SDG here (not Jimmy) with some musings on the trend of falling church attendance, especially among Catholics..
In a combox discussion below about post-Vatican II liturgical changes, a reader suggested that post-Vatican II liturgical changes were responsible for a massive decline in Catholic church attendance. Of course church attendance has fallen everywhere, not just among Catholics — but another reader argued that Catholics have fallen away at much greater rates than their non-Catholic neighbors, implying that the fault must lie with changes in the Church:
The Church was in ascendancy until all of these shenanigans started up around Vatican II. Now? Decline in many fronts…
So what is the cause? Protestant church attendance went down by about 5-10% in the last 40 years, Catholics are down by over 60%.
Now, I’m not a sociologist. I suspect the second reader’s statistical factoid is misleading, for reasons that I may or may not touch on in a follow-up post or in the combox. Granted the statistic, though, or at least the general point behind it, I can think of a few possible factors that could contribute to such a disparity, though I don’t pretend to know what "the cause" is.
What I can say is this: Granted that the decline in church attendance has hit the Catholic Church harder than Protestant churches, it doesn’t follow that the basis for this disparity must be rooted solely in harmful changes within the Catholic Church. On the contrary, I think it is very likely that two very important factors involve ways in which the Catholic Church has not changed while the culture — including Protestant culture — has drifted further into error.
Let’s review a little history. Other than Vatican II and the 1969 missal, what other cultural changes have taken place from the 1960s onward?
Here are a few: The sexual revolution. The Pill. No-fault divorce. The Playboy Philosophy. The Me Generation. The evolution of serial monogamy. The DINK culture. The rise of what is only half facetiously called the "starter marriage."
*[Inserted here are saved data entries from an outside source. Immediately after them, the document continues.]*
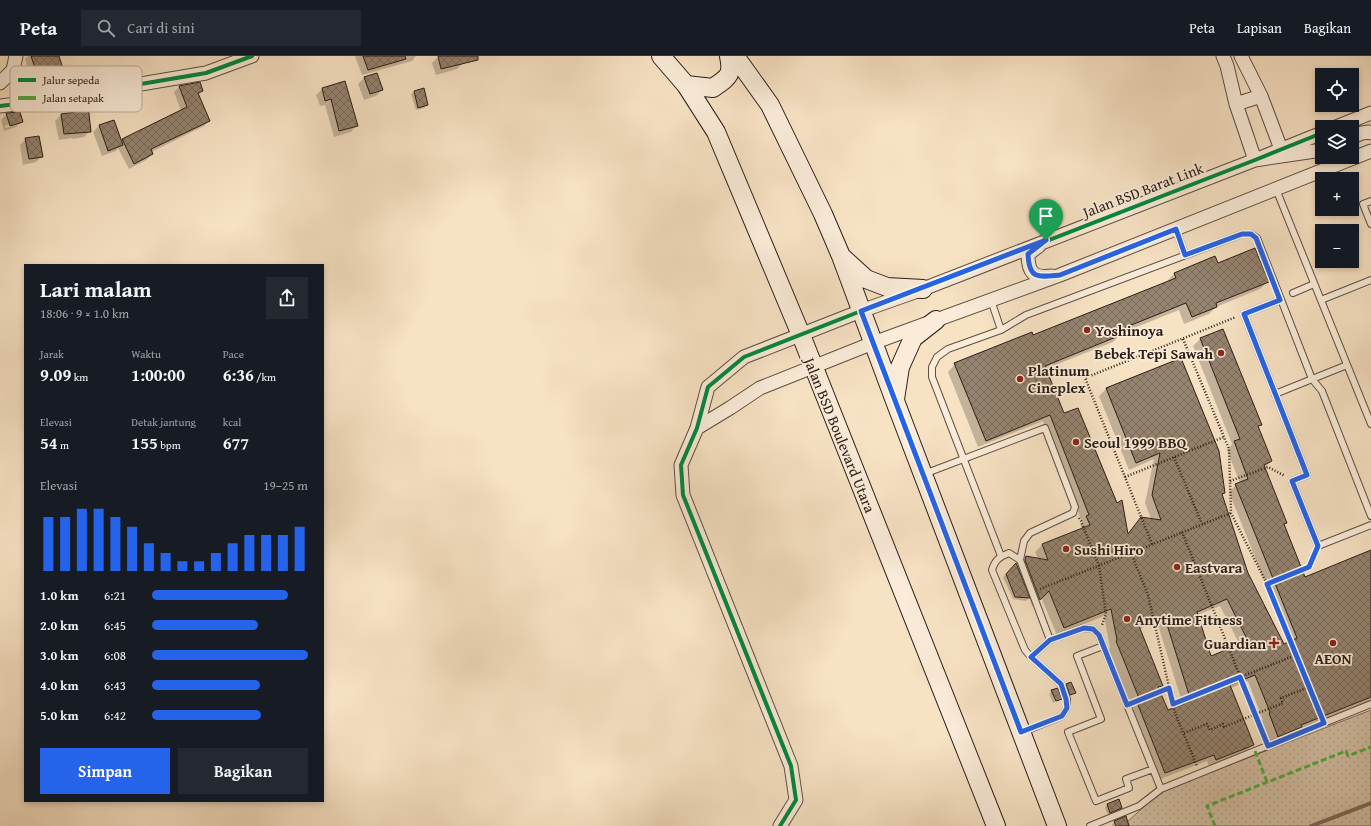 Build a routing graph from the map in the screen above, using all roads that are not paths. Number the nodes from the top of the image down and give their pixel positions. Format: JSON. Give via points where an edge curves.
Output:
{"nodes":[{"id":1,"x":16,"y":56,"type":"edge"},
{"id":2,"x":252,"y":56,"type":"edge"},
{"id":3,"x":661,"y":56,"type":"edge"},
{"id":4,"x":729,"y":56,"type":"edge"},
{"id":5,"x":735,"y":56,"type":"edge"},
{"id":6,"x":1223,"y":56,"type":"edge"},
{"id":7,"x":1241,"y":56,"type":"edge"},
{"id":8,"x":14,"y":66,"type":"edge"},
{"id":9,"x":10,"y":73,"type":"edge"},
{"id":10,"x":0,"y":83,"type":"edge"},
{"id":11,"x":142,"y":84,"type":"edge"},
{"id":12,"x":686,"y":86,"type":"junction"},
{"id":13,"x":1261,"y":96,"type":"junction"},
{"id":14,"x":1236,"y":104,"type":"junction"},
{"id":15,"x":10,"y":105,"type":"edge"},
{"id":16,"x":0,"y":106,"type":"edge"},
{"id":17,"x":1371,"y":113,"type":"edge"},
{"id":18,"x":1354,"y":120,"type":"edge"},
{"id":19,"x":1371,"y":133,"type":"edge"},
{"id":20,"x":1359,"y":134,"type":"edge"},
{"id":21,"x":1315,"y":136,"type":"edge"},
{"id":22,"x":1281,"y":149,"type":"junction"},
{"id":23,"x":1315,"y":151,"type":"edge"},
{"id":24,"x":1371,"y":151,"type":"edge"},
{"id":25,"x":1255,"y":160,"type":"junction"},
{"id":26,"x":1276,"y":189,"type":"junction"},
{"id":27,"x":1371,"y":201,"type":"edge"},
{"id":28,"x":1371,"y":224,"type":"edge"},
{"id":29,"x":1176,"y":229,"type":"junction"},
{"id":30,"x":1046,"y":240,"type":"junction"},
{"id":31,"x":1185,"y":255,"type":"junction"},
{"id":32,"x":841,"y":256,"type":"junction"},
{"id":33,"x":1060,"y":275,"type":"junction"},
{"id":34,"x":1371,"y":280,"type":"edge"},
{"id":35,"x":1314,"y":284,"type":"junction"},
{"id":36,"x":922,"y":288,"type":"junction"},
{"id":37,"x":1293,"y":293,"type":"dead end"},
{"id":38,"x":991,"y":300,"type":"junction"},
{"id":39,"x":1280,"y":300,"type":"junction"},
{"id":40,"x":1321,"y":300,"type":"junction"},
{"id":41,"x":861,"y":311,"type":"junction"},
{"id":42,"x":936,"y":320,"type":"junction"},
{"id":43,"x":1001,"y":330,"type":"junction"},
{"id":44,"x":801,"y":335,"type":"junction"},
{"id":45,"x":873,"y":343,"type":"junction"},
{"id":46,"x":1347,"y":365,"type":"junction"},
{"id":47,"x":813,"y":367,"type":"junction"},
{"id":48,"x":1312,"y":379,"type":"junction"},
{"id":49,"x":1275,"y":394,"type":"junction"},
{"id":50,"x":895,"y":401,"type":"junction"},
{"id":51,"x":1371,"y":424,"type":"edge"},
{"id":52,"x":697,"y":428,"type":"junction"},
{"id":53,"x":963,"y":459,"type":"junction"},
{"id":54,"x":923,"y":474,"type":"junction"},
{"id":55,"x":1371,"y":516,"type":"edge"},
{"id":56,"x":1371,"y":525,"type":"edge"},
{"id":57,"x":1001,"y":556,"type":"junction"},
{"id":58,"x":1020,"y":560,"type":"junction"},
{"id":59,"x":1050,"y":640,"type":"junction"},
{"id":60,"x":1103,"y":646,"type":"junction"},
{"id":61,"x":1031,"y":657,"type":"junction"},
{"id":62,"x":1371,"y":704,"type":"edge"},
{"id":63,"x":1021,"y":732,"type":"junction"},
{"id":64,"x":1152,"y":769,"type":"junction"},
{"id":65,"x":1161,"y":789,"type":"junction"},
{"id":66,"x":780,"y":826,"type":"edge"},
{"id":67,"x":996,"y":826,"type":"edge"},
{"id":68,"x":1057,"y":826,"type":"edge"},
{"id":69,"x":1090,"y":826,"type":"edge"}],
"edges":[{"from":1,"to":8,"type":"street"},
{"from":2,"to":11,"type":"street","via":[[206,73]]},
{"from":3,"to":12,"type":"main road","name":"Jalan BSD Boulevard Utara"},
{"from":4,"to":12,"type":"main road","via":[[732,68],[726,78],[713,88]]},
{"from":5,"to":32,"type":"main road","via":[[770,105]]},
{"from":6,"to":14,"type":"street"},
{"from":7,"to":13,"type":"street"},
{"from":9,"to":10,"type":"street"},
{"from":12,"to":44,"type":"main road","name":"Jalan BSD Boulevard Utara","via":[[716,132]]},
{"from":13,"to":14,"type":"street"},
{"from":13,"to":22,"type":"street"},
{"from":14,"to":25,"type":"street"},
{"from":15,"to":16,"type":"street"},
{"from":17,"to":18,"type":"street"},
{"from":19,"to":20,"type":"street"},
{"from":21,"to":22,"type":"street","name":"Jalan BSD Barat Link"},
{"from":22,"to":25,"type":"street","name":"Jalan BSD Barat Link"},
{"from":23,"to":25,"type":"street"},
{"from":24,"to":26,"type":"street"},
{"from":25,"to":30,"type":"street","name":"Jalan BSD Barat Link"},
{"from":26,"to":29,"type":"street"},
{"from":26,"to":35,"type":"lane"},
{"from":27,"to":28,"type":"lane","via":[[1363,204]]},
{"from":29,"to":31,"type":"lane"},
{"from":29,"to":33,"type":"street"},
{"from":30,"to":33,"type":"street","via":[[1028,254],[1028,266],[1031,272],[1040,277]]},
{"from":30,"to":36,"type":"street","name":"Jalan BSD Barat Link"},
{"from":31,"to":39,"type":"lane","via":[[1242,234],[1251,234],[1256,238]]},
{"from":31,"to":43,"type":"lane","via":[[1026,315]]},
{"from":32,"to":36,"type":"main road","via":[[866,279],[887,287]]},
{"from":32,"to":41,"type":"main road"},
{"from":33,"to":38,"type":"street"},
{"from":34,"to":40,"type":"lane"},
{"from":35,"to":37,"type":"lane"},
{"from":35,"to":40,"type":"lane"},
{"from":36,"to":41,"type":"street","name":"Jalan BSD Barat Link"},
{"from":38,"to":42,"type":"street"},
{"from":38,"to":43,"type":"lane"},
{"from":39,"to":48,"type":"lane"},
{"from":39,"to":49,"type":"lane","via":[[1244,314]]},
{"from":40,"to":46,"type":"lane"},
{"from":41,"to":44,"type":"street","name":"Jalan BSD Barat Link"},
{"from":41,"to":45,"type":"main road"},
{"from":42,"to":45,"type":"street"},
{"from":42,"to":50,"type":"main road","via":[[913,338],[900,366]]},
{"from":43,"to":53,"type":"lane","via":[[948,349],[937,357],[932,367],[932,377]]},
{"from":44,"to":47,"type":"main road","name":"Jalan BSD Boulevard Utara"},
{"from":44,"to":52,"type":"street","name":"Jalan BSD Barat Link","via":[[744,357],[708,386]]},
{"from":45,"to":47,"type":"street"},
{"from":45,"to":50,"type":"main road"},
{"from":46,"to":48,"type":"lane"},
{"from":46,"to":51,"type":"lane"},
{"from":47,"to":52,"type":"street","via":[[760,388]]},
{"from":47,"to":67,"type":"main road","name":"Jalan BSD Boulevard Utara"},
{"from":48,"to":49,"type":"lane"},
{"from":48,"to":55,"type":"lane","via":[[1322,390]]},
{"from":49,"to":56,"type":"lane","via":[[1307,475],[1292,481],[1318,546]]},
{"from":50,"to":54,"type":"main road"},
{"from":52,"to":66,"type":"street","name":"Jalan BSD Barat Link","via":[[681,465],[683,495],[791,766],[796,800]]},
{"from":53,"to":54,"type":"lane"},
{"from":53,"to":57,"type":"lane"},
{"from":53,"to":58,"type":"lane","via":[[1045,428],[1075,507],[1073,513],[1030,532],[1024,541]]},
{"from":54,"to":63,"type":"main road"},
{"from":57,"to":58,"type":"lane","via":[[1009,553]]},
{"from":57,"to":61,"type":"lane","via":[[992,570],[1025,650]]},
{"from":58,"to":59,"type":"lane"},
{"from":59,"to":60,"type":"lane","via":[[1084,628],[1093,629],[1099,635]]},
{"from":59,"to":61,"type":"lane"},
{"from":60,"to":64,"type":"lane"},
{"from":60,"to":64,"type":"lane","via":[[1076,656],[1101,719],[1068,732],[1096,801],[1129,788],[1126,779]]},
{"from":61,"to":63,"type":"lane","via":[[1061,684],[1067,708],[1062,716]]},
{"from":62,"to":65,"type":"lane"},
{"from":63,"to":68,"type":"main road"},
{"from":64,"to":65,"type":"lane"},
{"from":65,"to":69,"type":"lane","via":[[1139,806]]}]}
Now, what are the most widely criticized and resisted teachings of the Catholic Church today? Here are two:
1. Divorce and remarriage.
2. Contraception.
To these two we could also add an obvious third, abortion, although there the Protestant culture is more divided, with strong areas of ongoing resistance to abortion within the Evangelical community. On the subjects of divorce and remarriage and contraception, on the other hand, the Catholic Church stands essentially alone against the culture.
Say what you like about the liberality of American marriage tribunals. The fact remains that in the Catholic Church it is still a whole heck of a lot harder to get divorced and remarried and keep on receiving communion as a Catholic in good standing than it is in any other church or ecclesial community. On this subject, what has changed over the last four decades is not the Church’s essential teaching, but the culture at large.
In an age in which skyrocketing divorce rates and multiple marriages are increasingly the norm, the Church’s ongoing fidelity to her essential teaching seems increasingly onerous and unrealistic. No other church or ecclesial community imposes the array of time-consuming, bureaucratic and potentially costly obstacles upon divorced members seeking to enter or having already entered into new unions. The Church does this out of fidelity to Jesus Christ, who declared that he who divorces his wife and marries another commits adultery, but the world grows ever deafer to this declaration.
As for contraception, if anything it is probably an even bigger issue. As prevalent as divorce and remarriage have become, contraception is ubiquitous, literally taken for granted. The question in our contraceptive culture is not whether to contracept, but only which type(s) of contraception to use. (The mere fact that one particular type of oral pharmaceutical has an undisputed and unambiguous claim to the definite term "The Pill" itself speaks volumes.)
Although surveys suggest that many Catholics are willing to keep coming to Mass in spite of dissenting from the Church’s teaching in both theory and practice, it remains a major impediment to fully appropriating and embracing one’s Catholic identity. It is a wedge driving untold Catholics to qualify their acceptance of the Church’s teaching and pastoral authority, making it easier to dissent and distance themselves on other issues and finally to abandon the Church altogether.
On a fundamental level, whatever mistakes and questionable decisions may have been made within the Church in the 1960s and beyond, on these two issues it is what the Church has done right that has pushed away some who might not have been pushed away in Protestant churches.
This isn’t to say that mistakes and questionable decisions haven’t made both issues a bigger stumbling-block when they need to be. For instance, I know a couple seeking full membership in the Church who have been trying to get an anullment hearing in another country for several years. Not just the Church’s teaching, but the imperfections of the Church’s leadership obstruct their way.
Nor am I claiming that liturgical changes in the 1960s and beyond — both authorized and otherwise — haven’t been factors at all.
I’m simply noting that the factors are complex, the social changes over the last few decades are complex, the issues are complex. We can’t simply conclude that if more people are falling away from the Church, the only possible explanation is limited to what the Church is doing wrong. At least in some cases, it may be what the Church is doing right.
Many disciples stopped following Jesus after his "hard sayings" in John 6, saying, "Who can accept this?" The same dynamic is at work today.